TASK PROMPT
Go over the data and copy out each line with "wherever" in it.

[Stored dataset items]
▼▼▼
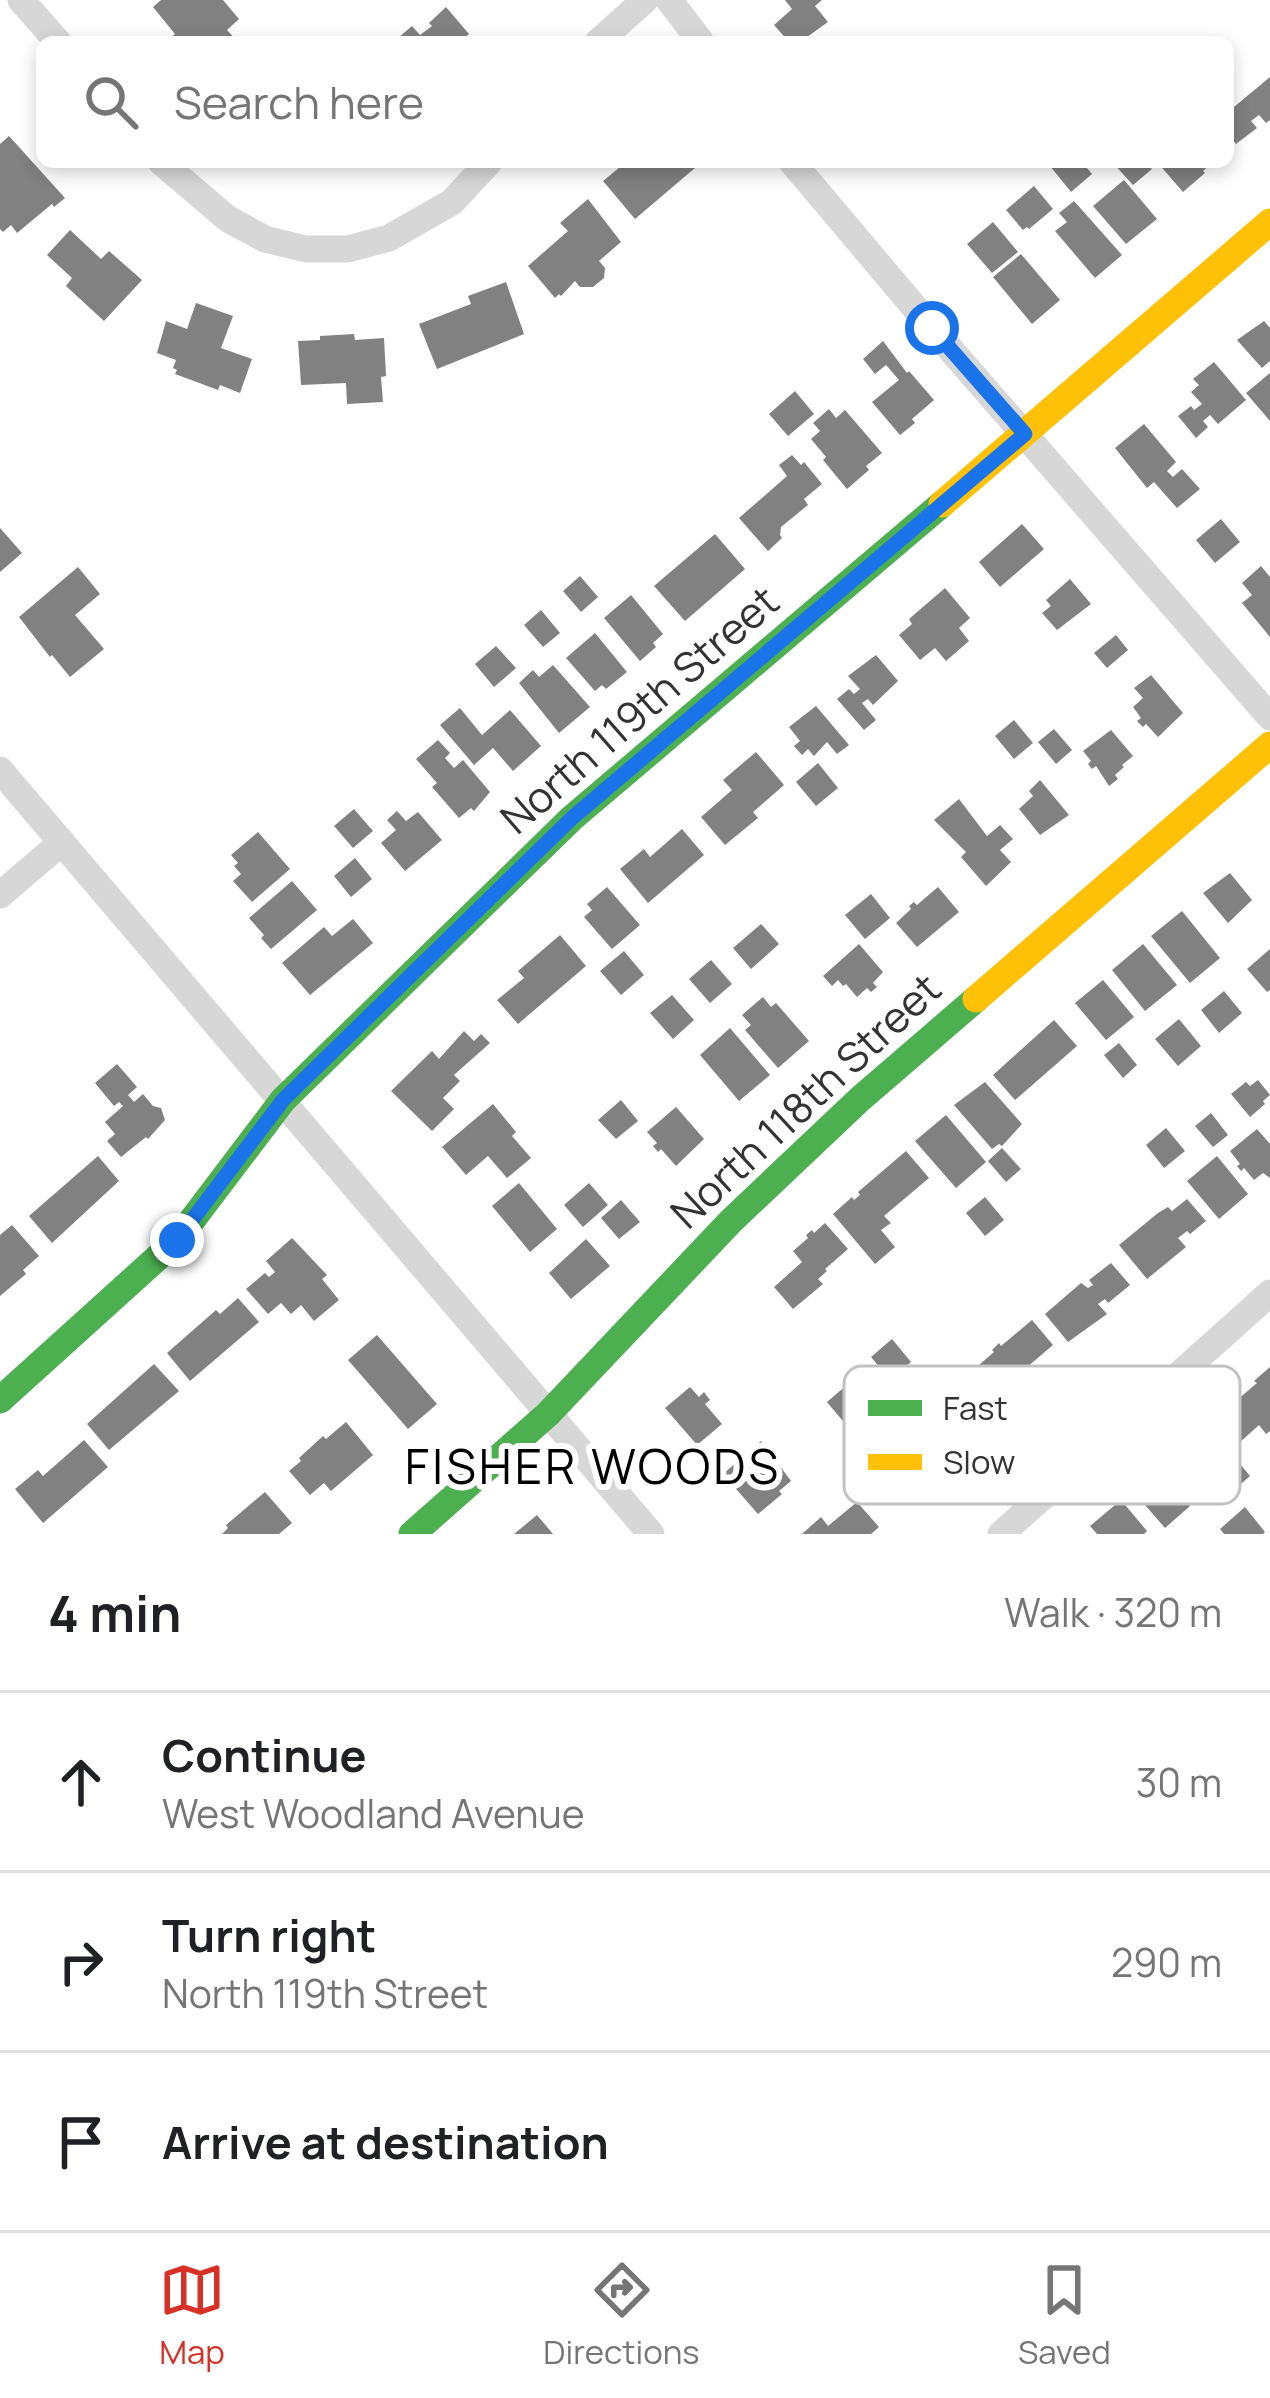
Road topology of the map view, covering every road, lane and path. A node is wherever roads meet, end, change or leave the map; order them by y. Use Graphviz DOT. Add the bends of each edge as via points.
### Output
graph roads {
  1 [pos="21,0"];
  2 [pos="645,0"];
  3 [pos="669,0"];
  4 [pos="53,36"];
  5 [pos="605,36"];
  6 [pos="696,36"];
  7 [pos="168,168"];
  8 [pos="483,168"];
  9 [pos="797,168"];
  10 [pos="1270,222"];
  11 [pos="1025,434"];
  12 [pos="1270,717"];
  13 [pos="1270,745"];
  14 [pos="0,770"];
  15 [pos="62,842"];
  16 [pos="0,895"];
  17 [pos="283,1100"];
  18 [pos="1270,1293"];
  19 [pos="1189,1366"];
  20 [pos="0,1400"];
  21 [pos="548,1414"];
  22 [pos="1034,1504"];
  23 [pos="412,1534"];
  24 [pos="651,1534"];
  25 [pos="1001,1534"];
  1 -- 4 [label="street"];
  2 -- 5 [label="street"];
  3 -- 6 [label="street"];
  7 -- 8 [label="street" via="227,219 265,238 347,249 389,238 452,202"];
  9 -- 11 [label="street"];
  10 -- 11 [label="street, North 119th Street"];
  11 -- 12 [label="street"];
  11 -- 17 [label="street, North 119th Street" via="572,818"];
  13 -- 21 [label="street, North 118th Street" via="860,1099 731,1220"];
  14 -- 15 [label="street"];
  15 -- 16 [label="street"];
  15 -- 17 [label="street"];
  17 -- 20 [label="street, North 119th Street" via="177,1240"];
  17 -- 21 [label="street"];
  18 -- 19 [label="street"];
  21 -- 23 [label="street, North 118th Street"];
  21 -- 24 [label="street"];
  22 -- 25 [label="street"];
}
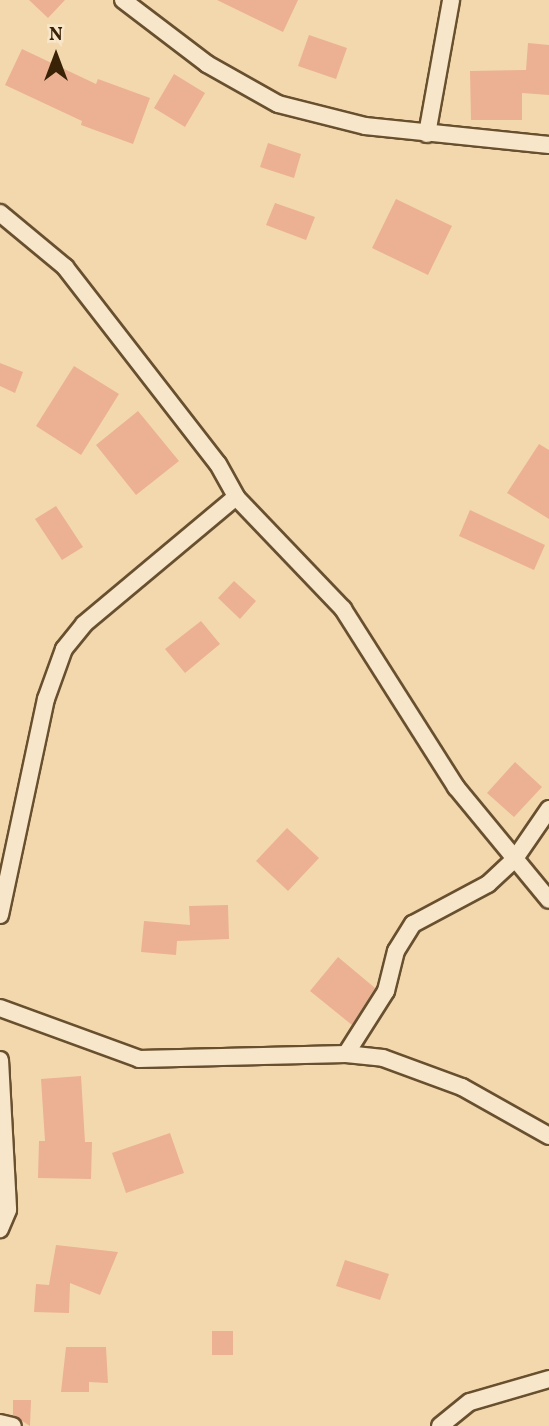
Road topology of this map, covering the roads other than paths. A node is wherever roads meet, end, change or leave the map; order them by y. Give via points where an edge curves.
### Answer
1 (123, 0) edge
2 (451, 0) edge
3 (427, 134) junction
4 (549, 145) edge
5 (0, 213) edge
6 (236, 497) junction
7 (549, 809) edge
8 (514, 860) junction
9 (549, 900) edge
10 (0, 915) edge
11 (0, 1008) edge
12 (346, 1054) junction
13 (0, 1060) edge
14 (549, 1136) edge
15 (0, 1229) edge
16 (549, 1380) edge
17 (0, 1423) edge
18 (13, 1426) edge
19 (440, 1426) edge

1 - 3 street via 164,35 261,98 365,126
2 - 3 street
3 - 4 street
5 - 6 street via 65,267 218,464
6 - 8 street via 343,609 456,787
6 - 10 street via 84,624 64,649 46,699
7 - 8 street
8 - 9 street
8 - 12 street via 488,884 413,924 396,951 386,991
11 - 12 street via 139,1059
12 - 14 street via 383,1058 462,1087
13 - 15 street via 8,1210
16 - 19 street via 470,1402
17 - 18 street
▲▲▲
▼▼▼
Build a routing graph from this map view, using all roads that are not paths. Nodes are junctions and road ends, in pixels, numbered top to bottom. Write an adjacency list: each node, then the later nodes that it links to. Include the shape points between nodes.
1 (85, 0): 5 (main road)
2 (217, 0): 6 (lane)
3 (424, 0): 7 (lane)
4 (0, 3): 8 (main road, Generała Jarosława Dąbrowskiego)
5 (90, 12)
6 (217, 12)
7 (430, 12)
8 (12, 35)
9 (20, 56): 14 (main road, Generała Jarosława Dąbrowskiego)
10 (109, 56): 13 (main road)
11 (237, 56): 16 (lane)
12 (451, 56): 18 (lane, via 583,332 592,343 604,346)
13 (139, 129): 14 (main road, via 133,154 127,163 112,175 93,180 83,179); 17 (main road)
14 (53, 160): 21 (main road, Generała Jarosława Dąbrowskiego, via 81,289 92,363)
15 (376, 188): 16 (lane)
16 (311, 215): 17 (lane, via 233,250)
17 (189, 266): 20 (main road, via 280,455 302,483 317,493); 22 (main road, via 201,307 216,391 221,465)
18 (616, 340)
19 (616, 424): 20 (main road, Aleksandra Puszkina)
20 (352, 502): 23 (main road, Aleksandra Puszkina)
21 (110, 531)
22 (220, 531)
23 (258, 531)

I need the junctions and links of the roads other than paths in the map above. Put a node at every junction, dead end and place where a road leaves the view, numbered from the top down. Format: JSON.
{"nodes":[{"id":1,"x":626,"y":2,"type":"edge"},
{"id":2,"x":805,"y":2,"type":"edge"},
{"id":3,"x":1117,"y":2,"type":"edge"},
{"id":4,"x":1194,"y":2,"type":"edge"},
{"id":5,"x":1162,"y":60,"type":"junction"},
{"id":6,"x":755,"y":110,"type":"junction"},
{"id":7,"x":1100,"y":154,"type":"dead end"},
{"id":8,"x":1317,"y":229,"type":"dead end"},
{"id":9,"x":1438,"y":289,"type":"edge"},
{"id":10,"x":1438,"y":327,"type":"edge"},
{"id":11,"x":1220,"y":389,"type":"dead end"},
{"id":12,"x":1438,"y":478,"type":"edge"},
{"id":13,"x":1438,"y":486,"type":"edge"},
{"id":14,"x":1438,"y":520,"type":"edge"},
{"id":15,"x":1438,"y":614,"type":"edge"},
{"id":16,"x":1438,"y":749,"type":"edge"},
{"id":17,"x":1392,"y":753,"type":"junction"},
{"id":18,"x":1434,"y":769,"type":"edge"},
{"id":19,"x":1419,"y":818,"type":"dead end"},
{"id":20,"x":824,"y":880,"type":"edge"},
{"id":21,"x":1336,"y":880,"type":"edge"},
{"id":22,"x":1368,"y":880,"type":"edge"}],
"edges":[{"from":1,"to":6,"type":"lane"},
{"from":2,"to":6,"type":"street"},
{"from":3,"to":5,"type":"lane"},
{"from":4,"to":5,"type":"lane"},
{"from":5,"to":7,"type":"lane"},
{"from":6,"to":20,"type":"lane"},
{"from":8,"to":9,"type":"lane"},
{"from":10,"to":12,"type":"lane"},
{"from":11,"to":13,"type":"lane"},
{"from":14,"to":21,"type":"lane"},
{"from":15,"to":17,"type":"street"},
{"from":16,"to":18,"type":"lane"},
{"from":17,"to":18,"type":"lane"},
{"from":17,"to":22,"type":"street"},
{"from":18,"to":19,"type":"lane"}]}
▲▲▲
TASK OUTPUT
Road topology of the map view, covering every road, lane and path. A node is wherever roads meet, end, change or leave the map; order them by y. Use Graphviz DOT. Add the bends of each edge as via points.
Road topology of this map, covering the roads other than paths. A node is wherever roads meet, end, change or leave the map; order them by y. Give via points where an edge curves.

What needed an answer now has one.